Aserto provides an eventing fabric via the Control Plane. Each Topaz instance that is connected to the control plane will receive an event that a new policy image is available, and can then immediately retrieve the new image. Updated policy instances converge to the new policy version in under a second.

Central directory for managing objects and relations

Each Topaz instance has an embedded database that stores object and relationship data. The Aserto Directory functions as a central store for managing this data. When running multiple Topaz instances that are meant to have the same data, updating the data in the central directory will result in all the Topaz instances receiving these updates, as opposed to having to coordinate the data across all the distributed Topaz instances "by hand".

Much like policies, this is done via the Control Plane, which can deliver data sync events to the Topaz authorizers taht are connected to it.

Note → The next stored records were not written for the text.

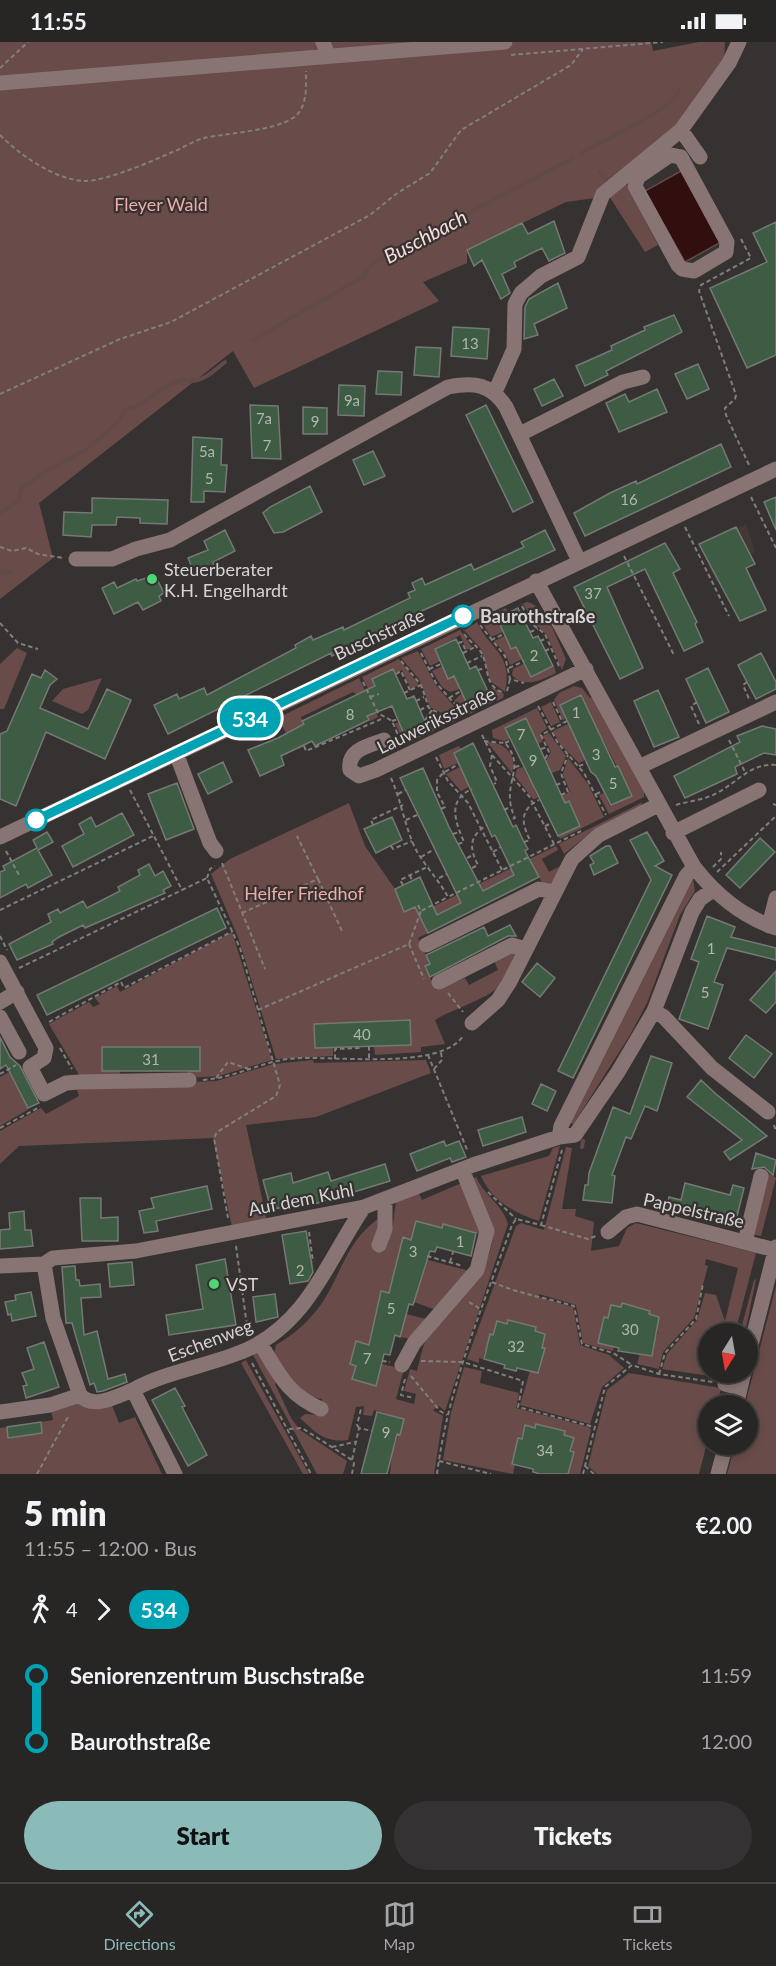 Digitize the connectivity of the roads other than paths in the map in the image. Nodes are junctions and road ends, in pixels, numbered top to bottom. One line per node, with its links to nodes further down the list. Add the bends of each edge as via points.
1 (505, 42): 3 (street)
2 (739, 42): 5 (street, via 729,63)
3 (326, 49): 4 (street)
4 (0, 83)
5 (676, 135): 6 (street); 7 (street); 9 (street, via 603,194 578,257 541,276 521,293 515,304 514,349)
6 (675, 155): 6 (street, via 638,177 635,186 678,264 682,269 694,270 721,256 727,242 685,162)
7 (700, 157)
8 (643, 377): 10 (street, via 623,382)
9 (495, 392): 10 (street); 12 (street, via 472,385 448,387 170,540 112,559)
10 (519, 434): 13 (street)
11 (776, 470): 13 (street, Buschstraße)
12 (76, 558)
13 (579, 561): 14 (street, Buschstraße)
14 (536, 581): 15 (street); 18 (street, Buschstraße)
15 (586, 669): 17 (street, Lauweriksstraße, via 359,776 350,770 355,752); 19 (street)
16 (776, 702): 19 (street)
17 (384, 740)
18 (177, 753): 23 (street, Buschstraße, via 123,777); 24 (street, via 210,843)
19 (639, 767): 21 (street)
20 (759, 790): 22 (street)
21 (660, 808): 22 (street); 27 (street, via 590,841 572,859)
22 (673, 833): 25 (street)
23 (2, 843)
24 (219, 857)
25 (704, 873): 26 (street); 42 (street, via 686,876 561,1126)
26 (712, 890): 29 (street, via 742,913); 36 (street, Auf dem Kuhl, via 692,912)
27 (554, 892): 30 (street, via 539,889); 31 (street)
28 (776, 898): 29 (street)
29 (772, 927)
30 (426, 945)
31 (525, 949): 33 (street, via 512,945); 38 (street, via 498,1000)
32 (3, 968): 34 (street)
33 (439, 982)
34 (17, 992): 35 (street); 40 (street, via 46,1048 44,1058 30,1067 44,1094 66,1083)
35 (0, 1002)
36 (654, 1011): 41 (street, via 712,1068); 42 (street, Auf dem Kuhl, via 579,1131)
37 (0, 1017): 39 (street)
38 (472, 1023)
39 (19, 1052)
40 (189, 1080)
41 (768, 1112)
42 (562, 1137): 43 (street, Auf dem Kuhl)
43 (468, 1167): 45 (street, Auf dem Kuhl); 55 (street, via 487,1231 477,1270 414,1343)
44 (761, 1176): 48 (street)
45 (385, 1200): 46 (street, Auf dem Kuhl); 49 (street, via 385,1230)
46 (364, 1207): 51 (street, Auf dem Kuhl, via 136,1251 53,1258); 54 (street, Eschenweg, via 304,1306)
47 (608, 1232): 48 (street, Pappelstraße, via 626,1217 637,1214)
48 (745, 1242): 50 (street, Pappelstraße)
49 (379, 1245)
50 (776, 1248): 53 (street, Pappelstraße)
51 (44, 1264): 52 (street, Auf dem Kuhl); 61 (street, via 53,1318)
52 (0, 1266)
53 (757, 1323)
54 (252, 1347): 59 (street, Eschenweg); 62 (street, via 290,1390)
55 (404, 1361)
56 (741, 1383): 58 (street)
57 (725, 1384): 58 (street)
58 (740, 1388): 60 (street)
59 (133, 1390): 61 (street, via 95,1403); 65 (street)
60 (738, 1395)
61 (76, 1396): 63 (street, via 50,1405)
62 (321, 1409)
63 (0, 1412)
64 (723, 1455): 66 (street)
65 (175, 1474)
66 (718, 1474) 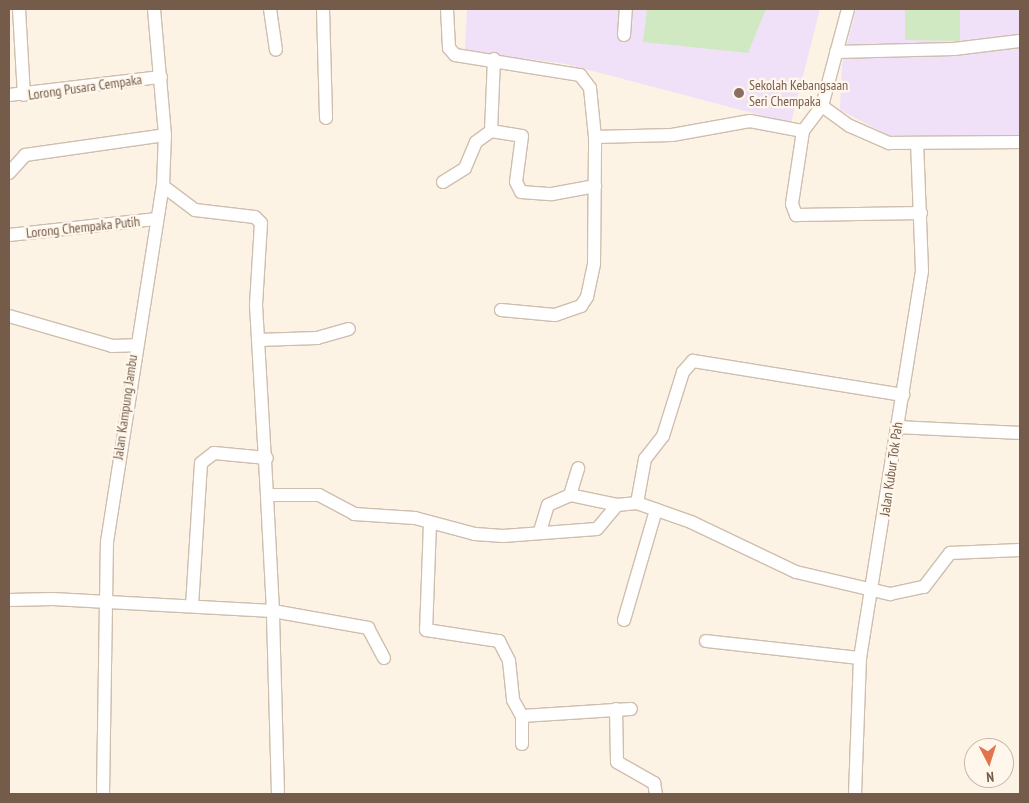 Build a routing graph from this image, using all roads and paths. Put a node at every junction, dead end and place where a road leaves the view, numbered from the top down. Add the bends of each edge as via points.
1 (20, 9) edge
2 (153, 9) edge
3 (270, 9) edge
4 (323, 9) edge
5 (447, 9) edge
6 (626, 9) edge
7 (848, 9) edge
8 (624, 36) dead end
9 (1020, 41) edge
10 (276, 50) dead end
11 (836, 52) junction
12 (494, 59) junction
13 (161, 77) junction
14 (9, 95) edge
15 (24, 95) junction
16 (822, 106) junction
17 (326, 118) dead end
18 (491, 131) junction
19 (803, 131) junction
20 (164, 136) junction
21 (595, 137) junction
22 (1020, 142) edge
23 (917, 144) junction
24 (9, 173) edge
25 (443, 182) dead end
26 (163, 186) junction
27 (595, 186) junction
28 (921, 213) junction
29 (156, 218) junction
30 (9, 235) edge
31 (502, 310) dead end
32 (9, 316) edge
33 (348, 329) dead end
34 (258, 340) junction
35 (135, 345) junction
36 (903, 395) junction
37 (898, 427) junction
38 (1020, 432) edge
39 (267, 458) junction
40 (578, 468) dead end
41 (267, 495) junction
42 (570, 495) junction
43 (637, 503) junction
44 (617, 506) junction
45 (656, 510) junction
46 (430, 522) junction
47 (540, 532) junction
48 (1020, 550) edge
49 (871, 592) junction
50 (9, 600) edge
51 (105, 602) junction
52 (192, 606) junction
53 (273, 611) junction
54 (624, 620) dead end
55 (706, 640) dead end
56 (384, 658) dead end
57 (860, 658) junction
58 (631, 708) dead end
59 (616, 709) junction
60 (522, 716) junction
61 (522, 744) dead end
62 (103, 794) edge
63 (278, 794) edge
64 (656, 794) edge
65 (854, 794) edge

1 - 15 street
2 - 13 street, Jalan Kampung Jambu
3 - 10 street
4 - 17 street
5 - 12 street via 451,52
6 - 8 street
7 - 11 street
9 - 11 street via 954,49
11 - 16 street
12 - 18 street
12 - 21 street via 580,75 590,88
13 - 15 street, Lorong Pusara Cempaka
13 - 20 street, Jalan Kampung Jambu
14 - 15 street, Lorong Pusara Cempaka
16 - 19 street
16 - 23 street via 868,136
18 - 25 street via 477,140 465,168
18 - 27 street via 522,136 516,182 521,192 552,194
19 - 21 street via 750,121 672,135
19 - 28 street via 792,204 796,215
20 - 24 street via 25,155
20 - 26 street, Jalan Kampung Jambu
21 - 27 street
22 - 23 street
23 - 28 street, Jalan Kubur Tok Pah
26 - 29 street, Jalan Kampung Jambu
26 - 34 street via 195,210 259,219 263,228 256,305
27 - 31 street via 594,264 581,306 555,315
28 - 36 street, Jalan Kubur Tok Pah via 922,271
29 - 30 street, Lorong Chempaka Putih
29 - 35 street, Jalan Kampung Jambu
32 - 35 street via 112,346
33 - 34 street via 317,338
34 - 39 street
35 - 51 street, Jalan Kampung Jambu via 107,542
36 - 37 street, Jalan Kubur Tok Pah
36 - 43 street via 693,361 682,372 663,436 645,459
37 - 38 street
37 - 49 street, Jalan Kubur Tok Pah
39 - 41 street
39 - 52 street via 214,453 201,463
40 - 42 street
41 - 46 street via 319,495 354,514
41 - 53 street
42 - 44 street
42 - 47 street via 548,505
43 - 44 street
43 - 45 street
44 - 47 street via 597,529
45 - 49 street via 796,572
45 - 54 street
46 - 47 street via 475,534
46 - 60 street via 424,627 432,633 499,641 509,662 513,700
48 - 49 street via 950,553 924,586 908,592
49 - 57 street, Jalan Kubur Tok Pah
50 - 51 street
51 - 52 street
51 - 62 street, Jalan Kampung Jambu
52 - 53 street
53 - 56 street via 359,624 368,628
53 - 63 street
55 - 57 street
57 - 65 street, Jalan Kubur Tok Pah
58 - 59 street
59 - 60 street
59 - 64 street via 617,762 654,783
60 - 61 street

Management Console / UI experience

Topaz has a built-in UI for visualizing policies, manifests, and data. The Aserto Console scales this experience into a full-fledged a management console that can be used to administer multiple policies, authorizers, and tenants.

Administration and management of many authorizers

Topaz authorizers can register with the control plane by establishing a secure mutual TLS connection. The Aserto Console makes it easy to manage the authorizers that are connected to the control plane, including certificate rotation, policy versioning, and sending events over the control plane.

Scaling authorization across many policies and applications

Each Topaz instance runs exactly one policy, typically for a single application. Aserto helps you scale the management of multiple policies for multiple applications. Each policy image can have one or more instances, and each instance can have one or more Topaz authorizers bound to it.

Connectors to identity providers / policy information points

The data that Topaz manages often includes users, groups, and group memberships. These can easily be imported into the Aserto Directory as a set of objects and relationships. Aserto has native support for many identity providers, including Auth0, AWS Cognito, Entra (Azure AD), Google, and Okta.

Local hosting of the relational directory and other CP components

Topaz contains an embedded database that can easily scale to many thousands of objects and relations. However, sometimes it's desireable to have the data stored in a relational database, such as Postgres. The Aserto Central Directory is a scalable Postgres-backed directory implementation.

The Aserto commercial solution allows local hosting of the Postgres-backed directory implementation. This enables four benefits:

  • scale to millions of objects and relationships
  • utilize your cloud provider's managed database solution (e.g. AWS RDS) for clustering and backups
  • never have your authorization data leave your premises / VPC
  • run Topaz authorizers in "stateless" mode by connecting them to the locally hosted Aserto Directory, eliminating the need for the Topaz instances to cache their own data.

Decision log aggregation and retention

Topaz can be configured to emit and store decision logs on a local volume. When a Topaz authorizer is connected to the Control Plane, it can be configured to push its decision logs to a centralized log service, which supports a guaranteed (exactly-once, in-order) delivery semantic. Logs are aggregated per-policy, and made available for batch upload or streaming into your logging / SIEM system, such as Elastic or Splunk.

Enterprise support

Last but not least, Aserto commercial plans include enterprise support for Topaz.